Di sisi lain, ia memastikan daya beli masyarakat kelompok miskin terjaga. Menurut hitung-hitungan Kemenkeu, kenaikan harga BBM memang akan menambah biaya hidup masyarakat 40% termiskin sebesar Rp 8 triliun. Namun, ini telah dikompensasi dengan adanya tambahan bantuan sosial (bansos) sebesar Rp 24,17 triliun.
"Kami yakin bahwa tambahan bansos akan cukup, khususnya untuk kelompok masyarakat rentan dan miskin," kata Febrio.
Pemerintah menambah anggaran bansos Rp 24,17 triliun yang diklaim menjangkau hingga 40% termiskin. Dari alokasi tersebut terdapat Bantuan Langsung Tunai (BLT) disiapkan sebesar Rp 12,4 triliun yang menjangkau 20,65 juta keluarga.
Kenaikan harga-harga akibat BBM kemungkinan mengerek threshold garis kemiskinan sehingga berpotensi menambah jumlah orang miskin, Namun Febrio mengklaim tambahan bansos akan membangtu mengurangi angka kemiskinan tahun ini hingga 0,3%.
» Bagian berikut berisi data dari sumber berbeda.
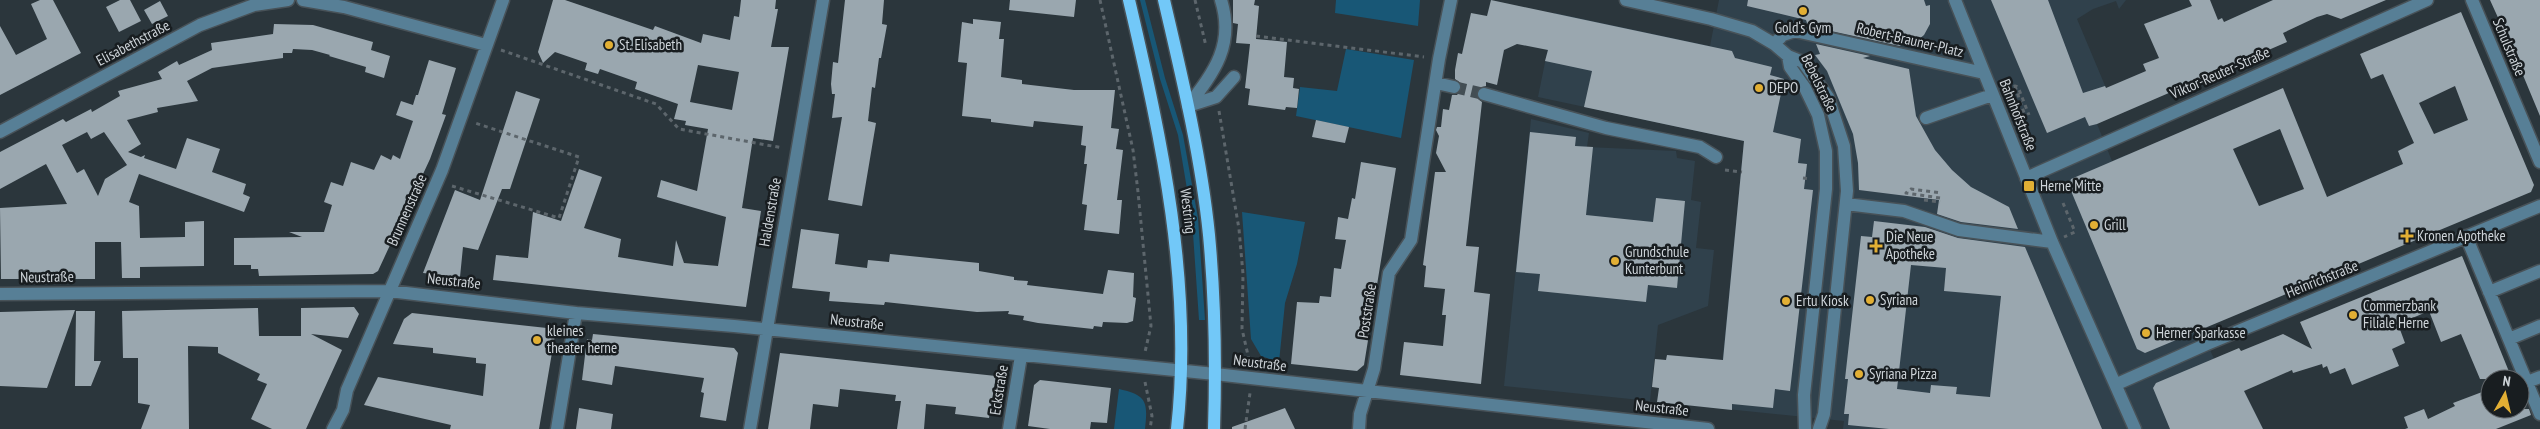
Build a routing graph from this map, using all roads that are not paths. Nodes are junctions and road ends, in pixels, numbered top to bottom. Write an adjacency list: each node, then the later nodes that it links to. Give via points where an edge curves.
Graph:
1 (288, 0): 24 (street, Elisabethstraße, via 254,5 200,25)
2 (303, 0): 14 (street, via 344,7)
3 (503, 0): 14 (street, Brunnenstraße)
4 (823, 0): 38 (street, Haldenstraße)
5 (1129, 0): 42 (main road, Westring, via 1160,137 1171,204 1179,295)
6 (1164, 0): 22 (main road, Westring)
7 (1221, 0): 22 (street, via 1226,17 1221,58)
8 (1451, 0): 18 (street, Poststraße)
9 (1626, 0): 13 (street, via 1728,23 1752,31)
10 (1955, 0): 16 (street, Bahnhofstraße)
11 (2427, 0): 27 (street, Viktor-Reuter-Straße)
12 (2472, 0): 26 (street, Schulstraße)
13 (1774, 44): 15 (street); 16 (street, Robert-Brauner-Platz, via 1783,35 1795,31)
14 (486, 45): 34 (street, Brunnenstraße, via 437,182)
15 (1788, 56): 28 (street, Bebelstraße, via 1803,62 1828,97 1844,146); 56 (street, Bebelstraße, via 1790,67 1818,115 1827,160 1804,395)
16 (1984, 73): 21 (street, Bahnhofstraße)
17 (1234, 77): 22 (street, via 1216,97)
18 (1436, 83): 19 (street); 46 (street, Poststraße, via 1412,240 1389,273)
19 (1454, 87)
20 (1484, 94): 25 (street, via 1606,128 1700,147)
21 (1992, 94): 23 (street); 27 (street, Bahnhofstraße)
22 (1188, 106): 43 (main road, Westring, via 1209,234)
23 (1926, 118)
24 (0, 132)
25 (1716, 157)
26 (2540, 162)
27 (2026, 178): 31 (street, Bahnhofstraße)
28 (1846, 204): 31 (street, via 1904,211 1959,230); 57 (street, Bebelstraße, via 1824,414)
29 (2540, 206): 30 (street, Heinrichstraße)
30 (2466, 236): 33 (street); 44 (street, Heinrichstraße)
31 (2052, 242): 44 (street, Bahnhofstraße)
32 (2540, 271): 33 (street)
33 (2487, 287): 39 (street)
34 (389, 291): 35 (street, Neustraße); 36 (street, Neustraße); 48 (street, Brunnenstraße)
35 (0, 294)
36 (576, 313): 38 (street, Neustraße); 49 (street)
37 (2540, 326): 39 (street)
38 (766, 330): 40 (street, Neustraße); 50 (street, Haldenstraße)
39 (2509, 339): 41 (street)
40 (1021, 356): 42 (street, Neustraße); 51 (street, Eckstraße)
41 (2522, 369)
42 (1180, 372): 43 (street, Neustraße); 52 (main road, Westring)
43 (1215, 374): 46 (street, Neustraße); 53 (main road, Westring)
44 (2116, 384): 58 (street, Bahnhofstraße)
45 (2530, 390): 47 (street)
46 (1368, 392): 54 (street, Poststraße, via 1360,414); 55 (street, Neustraße)
47 (2540, 414)
48 (334, 429)
49 (557, 429)
50 (750, 429)
51 (1009, 429)
52 (1176, 429)
53 (1214, 429)
54 (1359, 429)
55 (1708, 429)
56 (1805, 429)
57 (1819, 429)
58 (2135, 429)

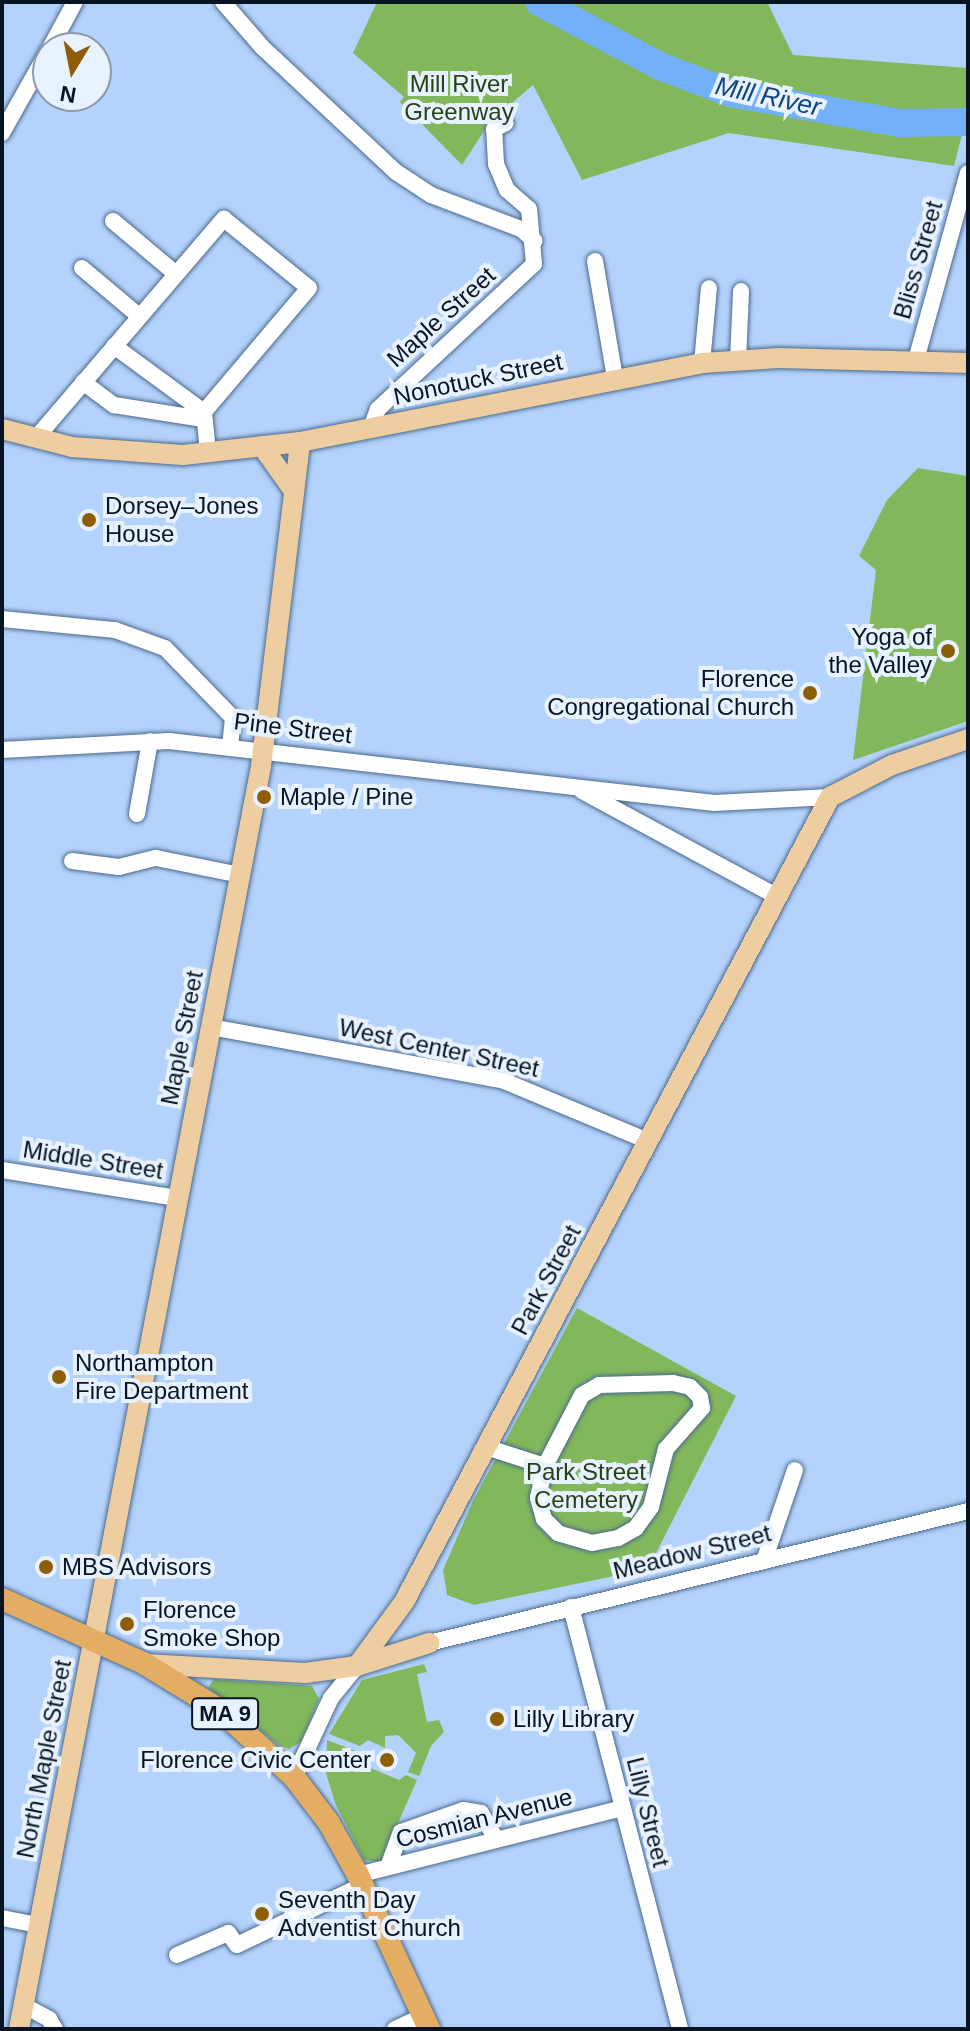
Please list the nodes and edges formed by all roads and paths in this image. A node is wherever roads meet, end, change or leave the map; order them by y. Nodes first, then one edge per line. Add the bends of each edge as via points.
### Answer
1 (75, 2) edge
2 (223, 2) edge
3 (58, 32) edge
4 (32, 79) edge
5 (506, 123) dead end
6 (2, 133) edge
7 (966, 184) edge
8 (113, 221) dead end
9 (535, 241) junction
10 (595, 261) dead end
11 (82, 268) dead end
12 (175, 273) junction
13 (709, 288) dead end
14 (741, 291) dead end
15 (139, 316) junction
16 (114, 346) junction
17 (916, 360) junction
18 (738, 361) junction
19 (702, 363) junction
20 (968, 363) edge
21 (615, 378) junction
22 (83, 382) junction
23 (176, 392) junction
24 (167, 412) junction
25 (203, 416) junction
26 (371, 428) junction
27 (2, 429) edge
28 (36, 438) junction
29 (300, 442) junction
30 (262, 446) junction
31 (208, 452) junction
32 (294, 491) junction
33 (2, 619) edge
34 (968, 739) edge
35 (150, 741) junction
36 (230, 747) junction
37 (2, 750) edge
38 (263, 751) junction
39 (577, 788) junction
40 (830, 797) junction
41 (137, 814) dead end
42 (72, 861) dead end
43 (240, 875) junction
44 (778, 897) junction
45 (211, 1027) junction
46 (648, 1141) junction
47 (2, 1170) edge
48 (177, 1198) junction
49 (486, 1447) junction
50 (545, 1466) junction
51 (795, 1470) dead end
52 (968, 1511) edge
53 (764, 1561) junction
54 (2, 1599) edge
55 (571, 1607) junction
56 (386, 1629) junction
57 (92, 1640) junction
58 (429, 1643) junction
59 (145, 1664) junction
60 (357, 1666) junction
61 (294, 1777) junction
62 (622, 1808) junction
63 (496, 1839) junction
64 (388, 1867) junction
65 (360, 1880) junction
66 (2, 1918) edge
67 (39, 1925) junction
68 (177, 1955) dead end
69 (23, 2005) junction
70 (426, 2023) edge
71 (19, 2029) edge
72 (55, 2029) edge
73 (395, 2029) edge
74 (680, 2029) edge

1 - 3 street
2 - 9 street via 262,47 396,172 431,195 521,229
4 - 6 street
5 - 9 street via 494,129 496,164 507,190 529,209
7 - 17 street, Bliss Street
8 - 12 street
9 - 26 street, Maple Street via 536,258 528,273 378,409
10 - 21 street
11 - 15 street
12 - 15 street
12 - 25 street via 224,219 309,283 308,292
13 - 19 street
14 - 18 street
15 - 16 street
16 - 22 street
16 - 23 street
17 - 18 main road, Nonotuck Street
17 - 20 main road, Nonotuck Street
18 - 19 main road, Nonotuck Street
19 - 21 main road, Nonotuck Street
21 - 26 main road, Nonotuck Street
22 - 24 street via 114,405
22 - 28 street
23 - 24 street
23 - 25 street
24 - 25 street
25 - 31 street
26 - 29 main road, Nonotuck Street
27 - 28 main road, Nonotuck Street
28 - 31 main road, Nonotuck Street via 130,454
29 - 30 main road, Nonotuck Street
29 - 32 main road, Maple Street
30 - 31 main road, Nonotuck Street
30 - 32 main road
32 - 38 main road, Maple Street
33 - 36 street via 115,630 165,648 233,718
34 - 40 main road, Pine Street via 892,765
35 - 36 street, Pine Street
35 - 37 street, Pine Street
35 - 41 street
36 - 38 street, Pine Street
38 - 39 street, Pine Street
38 - 43 main road, Maple Street
39 - 40 street, Pine Street via 714,803
39 - 44 street, Pine Street
40 - 44 main road, Park Street
42 - 43 street via 119,867 156,858
43 - 45 main road, Maple Street
44 - 46 main road, Park Street
45 - 46 street, West Center Street via 504,1081
45 - 48 main road, Maple Street
46 - 49 main road, Park Street
47 - 48 street, Middle Street
48 - 57 main road, Maple Street
49 - 50 street
49 - 56 main road, Park Street
50 - 50 street via 538,1498 544,1519 558,1533 592,1543 618,1538 636,1528 651,1507 666,1449 702,1408 700,1397 690,1387 673,1383 599,1385 582,1395
51 - 53 street
52 - 53 street, Meadow Street
53 - 55 street, Meadow Street
54 - 57 highway, MA 9
55 - 58 street, Meadow Street
55 - 62 street, Lilly Street
56 - 58 main road
56 - 60 main road, Park Street
57 - 59 highway, MA 9
57 - 67 main road, North Maple Street
58 - 60 main road
59 - 60 main road via 305,1673
59 - 61 highway, MA 9 via 220,1710
60 - 61 street, Park Street via 331,1698
61 - 65 highway, MA 9 via 329,1823
62 - 63 street, Cosmian Avenue
62 - 74 street, Lilly Street
63 - 64 street, Cosmian Avenue
63 - 64 street via 481,1813 463,1810 401,1832
64 - 65 street, Cosmian Avenue
65 - 68 street, Cosmian Avenue via 237,1945 228,1933
65 - 70 highway, MA 9
66 - 67 street
67 - 69 main road, North Maple Street
69 - 71 main road, North Maple Street
69 - 72 street via 49,2019
70 - 73 street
Pemerintah resmi menaikan harga BBM jenis Pertalite, Solar dan Pertamax mulai 3 September. Riset Bank Mandiri menunjukkan kenaikan harga tersebut dapat memenangkan pertumbuhan ekonomi sampai dengan 0,33%. Namun perekonomian diramal masih bisa tumbuh di kisaran 5% pada tahun ini.
Kenaikan harga BBM diperkirakan bisa mengerek inflasi tahun ini di kisaran 6,27% dari perkiraan sebelum adanya kenaikan sebesar 4,6%. Ekonom Bank Mandiri Faisal Rachman menyebut kenaikan inflasi tersebut tentunya dapat mengurangi daya beli masyarakat, terlebih konsumsi Pertalite merupakan yang terbesar dalam konsumsi bahan bakar di Indonesia.
"Hal ini berisiko mengurangi pertumbuhan konsumsi rumah tangga yang diharapkan menjadi mesin utama pertumbuhan ekonomi Indonesia pada 2022 ini, atau ketika periode pemulihan ekonomi setelah pelonggaran PPKM terkait pandemi COVID-19 dilakukan," kata Faisal dalam risetnya, Minggu (5/9).
Namun, tambahan bantuan sosial sebesar Rp 24,17 triliun diharap bisa menahan risiko penurunan daya beli tersebut dna tentunya menjaga pertumbuhan ekonomi.